夫人は、徐盛と丁奉が主人の車に迫るといった無礼さを、叱り飛ばした。
徐盛と丁奉は恐れて、ひれ伏してしまった。
劉備らは、徐盛と丁奉の眼の前を駆け通った。

その後、孫権の命で劉備を追ってきた陳武(ちんぶ)と潘璋(はんしょう)は、徐盛と丁奉を見つけて事情を聞いた。
「妹君など怖れん。こちらは呉侯の直命をうけている」陳武と潘璋は言い、徐盛と丁奉を連れて劉備を追いかけた。
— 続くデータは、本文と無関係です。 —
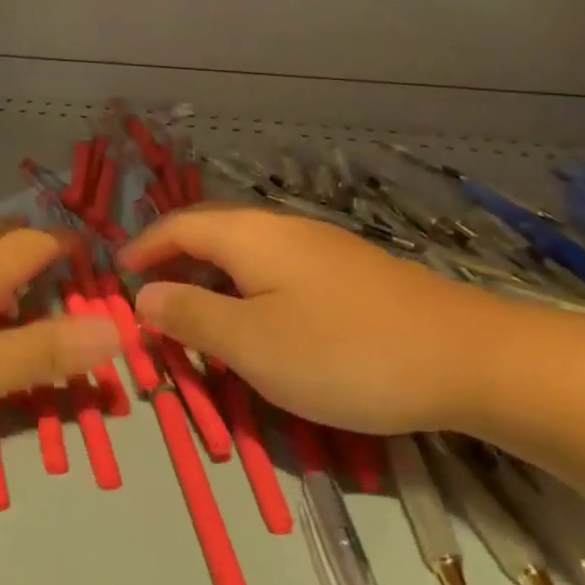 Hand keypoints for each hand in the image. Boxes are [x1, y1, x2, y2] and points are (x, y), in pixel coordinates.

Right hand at [120, 207, 511, 433]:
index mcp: (250, 236)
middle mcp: (281, 228)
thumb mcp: (253, 344)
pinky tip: (262, 324)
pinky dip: (248, 290)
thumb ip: (191, 316)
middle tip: (152, 302)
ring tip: (199, 318)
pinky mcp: (350, 273)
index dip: (143, 248)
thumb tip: (143, 295)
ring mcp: (321, 248)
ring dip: (212, 278)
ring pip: (246, 254)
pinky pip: (277, 270)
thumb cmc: (344, 352)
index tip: (117, 277)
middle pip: (211, 233)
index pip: (178, 226)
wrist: (468, 357)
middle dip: (175, 262)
「何ですっ、その無礼な態(ざま)は。馬を降りなさい!」
夫人の一声で、追ってきた四将は思わず馬から飛び降りた。
夫人が四将を叱りとがめているあいだに、劉備は先に進んでいった。
劉備を追っていた四将は夫人の車を見送った。

その後、劉備を追ってきた蒋欽(しょうきん)と周泰(しゅうたい)が四将を見つけて事情を聞いた。
「主君孫権は我らに剣をおあずけになった」蒋欽と周泰は言い、劉備を追いかけた。

劉郎浦(りゅうろうほ)とよぶ一漁村に、たどり着いた劉備らは船を捜したが、ひとつもない。
銅鑼(どら)の音が聞こえ、追手の大軍がやってきた。
劉備は覚悟した。
そのとき、二十余艘の快足舟(はやぶね)があらわれ、その船には諸葛亮(しょかつりょう)がいた。